困り顔を見せる先輩に、皆はくすりと笑う。そう言えば、と話しが盛り上がっている内にカチャカチャと食器が鳴る音と共に、足音が聞こえる。

見てみればデザートを乗せたお盆を持った店員が歩いて来る。待ってましたと盛り上がり、次々とテーブルに置かれていくご馳走に心躍る。全てが置かれた頃にはテーブル上はお祭りだ。

すると先輩が一度手を叩き、私たちの視線が集まる。

 

「じゃあ皆、もう一度言わせて。皆、お疲れ様! 今日は楽しんで!!」

 

各々返事をし、デザートに手を出し始める。私はあんみつパフェにスプーンを入れ、口に運ぶ。

 

「あんみつキタコレッ! ウマー!! パフェウマーッ!!」

 

「こっちのぜんざいも美味しいわ! ほっぺたが落ちちゃいそう……」

 

それではまずい、と私たちはほっぺたを落とさないように手で押さえる。だがその原因になるデザートには手を出し続ける。

大体他の子も同じで、口に運んではほころばせ、楽しそうに会話をする。そんな光景に、私もほころぶ。いつもこうだった、ここに来るまでは。

学校に行けば友達と合ってバカ騒ぎ。くだらない話しから噂話、どこの部活の男子がダメだとか、こんな店を見つけたとか。
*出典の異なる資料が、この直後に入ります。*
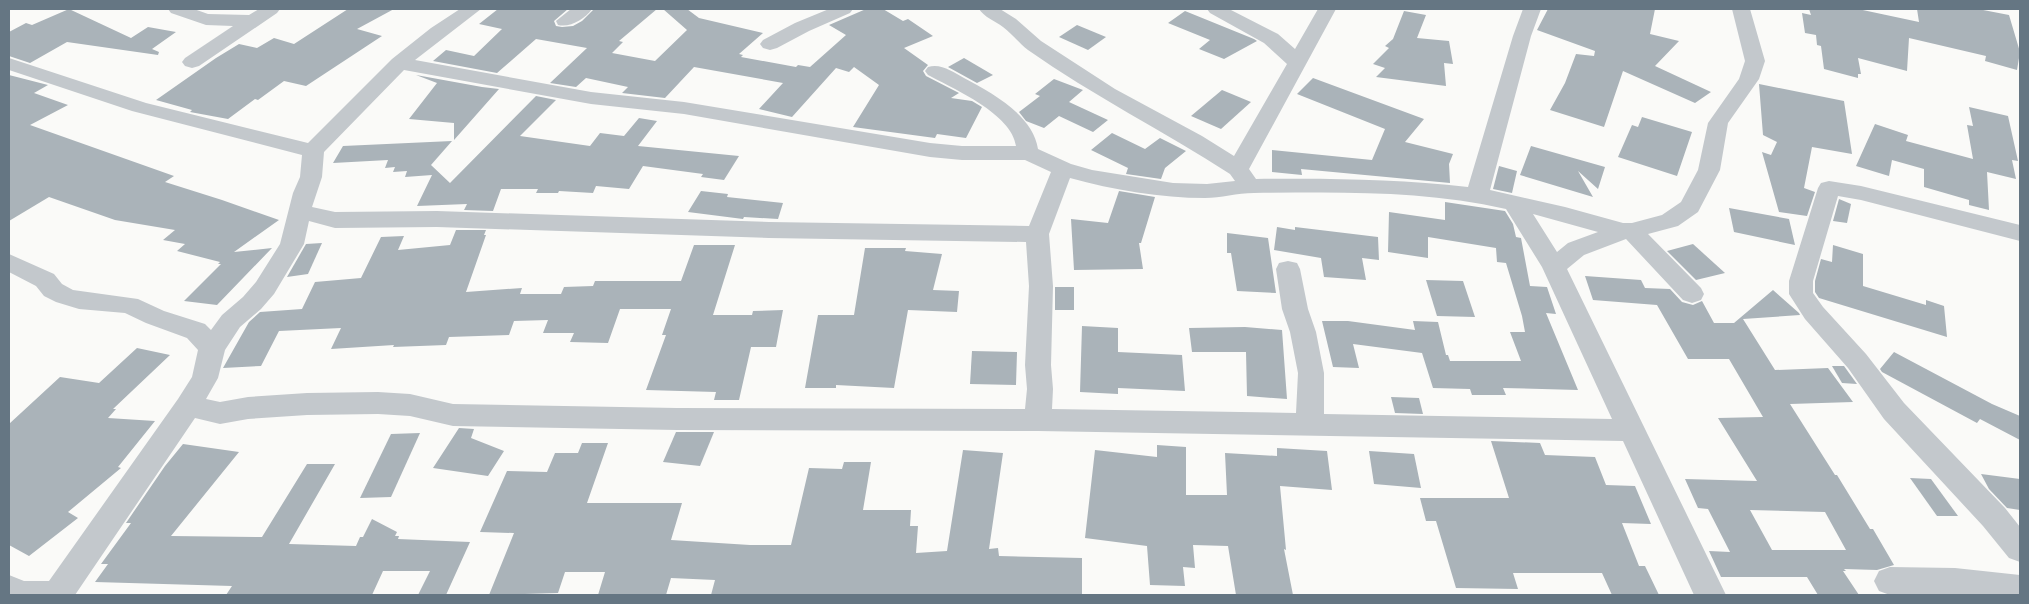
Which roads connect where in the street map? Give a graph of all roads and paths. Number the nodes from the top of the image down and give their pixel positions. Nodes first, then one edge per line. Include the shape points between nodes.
1 (177, 9) edge
2 (271, 9) edge
3 (472, 9) edge
4 (583, 9) edge
5 (844, 9) edge
6 (988, 9) edge
7 (1216, 9) edge
8 (1327, 9) edge
9 (1532, 9) edge
10 (1741, 9) edge
11 (251, 21) junction
12 (565, 22) dead end
13 (770, 44) dead end
14 (192, 62) dead end
15 (399, 63) junction
16 (9, 64) edge
17 (1297, 64) junction
18 (935, 70) dead end
19 (313, 151) junction
20 (1028, 153) junction
21 (1063, 169) junction
22 (1244, 178) junction
23 (1477, 195) junction
24 (1515, 204) junction
25 (301, 212) junction
26 (1627, 231) junction
27 (2020, 233) edge
28 (1037, 234) junction
29 (9, 262) edge
30 (1554, 267) junction
31 (1288, 270) dead end
32 (1692, 294) dead end
33 (212, 348) junction
34 (188, 406) junction
35 (1038, 420) junction
36 (1310, 424) junction
37 (1632, 430) junction
38 (2020, 549) edge
39 (1890, 581) dead end
40 (9, 589) edge
41 (2020, 590) edge
42 (58, 595) edge
43 (1710, 595) edge

1 - 11 street via 206,19
2 - 11 street
3 - 15 street
4 - 12 street
5 - 13 street
6 - 22 street via 1034,46 1108,94 1194,141
7 - 17 street via 1279,45
8 - 17 street
9 - 23 street
10 - 26 street via 1755,61 1749,79 1718,124 1709,170 1690,207 1670,221
11 - 14 street
15 - 19 street
15 - 20 street via 591,98 762,120 930,150
16 - 19 street via 140,107
17 - 22 street
18 - 20 street via 990,101 1016,125 1026,139
19 - 25 street via 311,177
20 - 21 street
21 - 22 street via 1091,177 1172,190 1207,191
21 - 28 street
22 - 23 street
23 - 24 street
24 - 26 street
24 - 30 street
25 - 28 street via 335,220 437,219 769,230
25 - 33 street via 292,244 279,268 252,303 231,320
26 - 30 street via 1576,249
26 - 32 street
27 - 38 street via 1829,188 1801,281 1801,294 1894,411
28 - 35 street via 1041,286
29 - 33 street via 45,280 53,290 65,296 129,305 196,332
30 - 37 street
31 - 36 street via 1311,373
33 - 34 street via 205,378
34 - 35 street via 220,413 308,404 378,403 410,405 453,416
34 - 42 street
35 - 36 street
36 - 37 street
37 - 43 street
39 - 41 street via 1974,582
40 - 42 street via 21,595

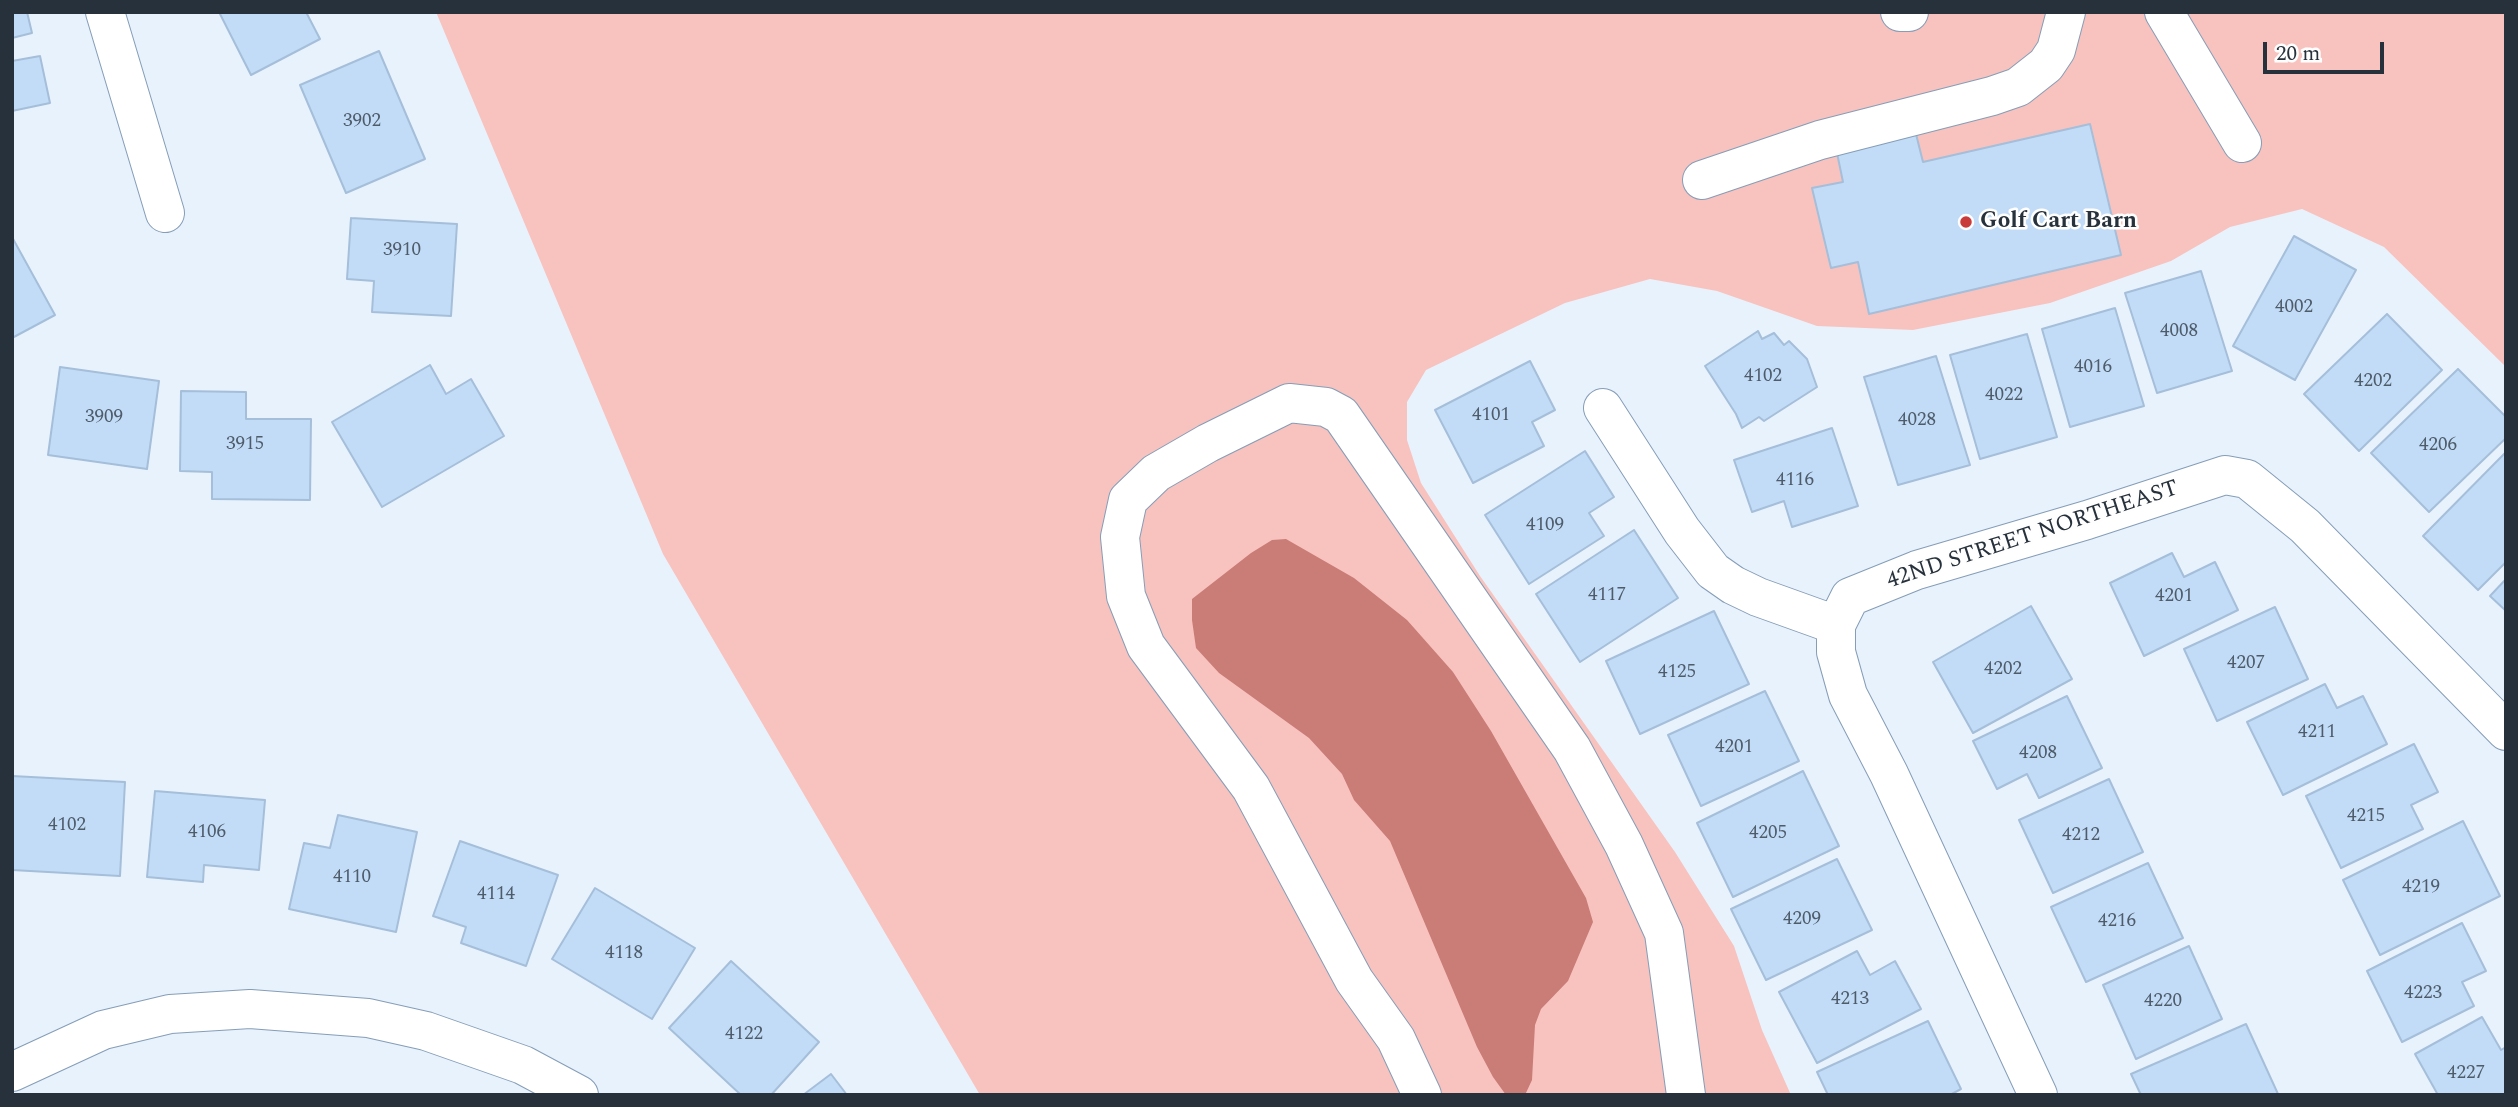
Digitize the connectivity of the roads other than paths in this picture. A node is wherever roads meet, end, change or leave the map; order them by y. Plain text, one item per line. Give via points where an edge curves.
1 (105, 12) edge
2 (1900, 12) edge
3 (1909, 12) edge
4 (2066, 12) edge
5 (2164, 12) edge
6 (2242, 143) dead end
7 (1702, 180) dead end
8 (164, 213) dead end
9 (1603, 408) dead end
10 (1836, 625) junction
11 (2506, 731) edge
12 (12, 1072) edge
13 (579, 1095) edge
14 (1422, 1095) edge
15 (1686, 1095) edge
16 (2038, 1095) edge

1 - 8 street
2 - 3 street
4 - 7 street via 2056,50 2046,65 2018,87 1820,140
5 - 6 street
9 - 10 street via 1682,531 1713,570 1758,597
10 - 11 street, 42ND STREET NORTHEAST via 1850,597 1917,570 2225,475 2247,479 2305,526
10 - 16 street via 1836,652 1848,695
12 - 13 street via 103,1030 170,1014 250,1009 368,1018 426,1031 523,1065
14 - 15 street via 1396,1039 1354,980 1251,788 1146,646 1126,596 1120,537 1128,500 1156,473 1289,403 1326,407 1341,415 1572,749 1624,845 1664,933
そんな中、あら、と隊の者と違う声色が聞こえる。見てみると、自然と口からこぼれた。

 

「げッ……」

 

「『げッ』っとは随分なご挨拶ね。楽しそうでなによりだわ」

 

そう言って肩を竦まれる。長髪で、どこを取ってもぱっつんと来れば私は直ぐに思い付くのは一人。

全く、せっかくの楽しい時間に水を差さないで欲しい。

 

「なんか用? 見ての通り取込み中なんだけどー……」

 

「なによ、ただ挨拶しただけじゃない。そんな邪険にされる筋合いはないわよ」

 

「あっそ……見た通り漣たちは今忙しいの。そっちもここに来たんだから、行くのはあっち」

 

私は遠くの席を指しながらその少女に言う。それに対してまた肩を竦まれる。

 

「あ、あの……お二人は友達なのですか?」

 

すると、その少女の後ろからまた他の少女がとんでもないことを聞く。確か、電と言ったか。何時もおどおどとしていて、あの深雪と一緒にいるのをよく見かける。

 

「さぁ、どうかしら。行くわよ電。邪魔したわね」

 

以外に臆せず物を言うんだなと関心していると、向こうから離れて行く。当てつけなのか、私が指差した席に座り注文を取り始める。

視線を戻し、会話の続きだと口を開こうとすると皆の視線が私に集まっている。そしてくすりと先輩が笑う。

 

「なに、貴女まだ喧嘩してたの? 狭いコミュニティなんだからそう言うのは関心しないわよ」

 

「別に、喧嘩なんかしてないですー。それに狭いコミュニティだからこそ明確なグループ分けができるんですよ、漣たち第三水雷戦隊ってグループが」

 

そう言う意味じゃないでしょ、と先輩は突っ込み、場が和む。そして甘いものを一口食べれば元通り。

それはそうだろう、私たちはただの女学生。甘いものと楽しいことには目がないのだ。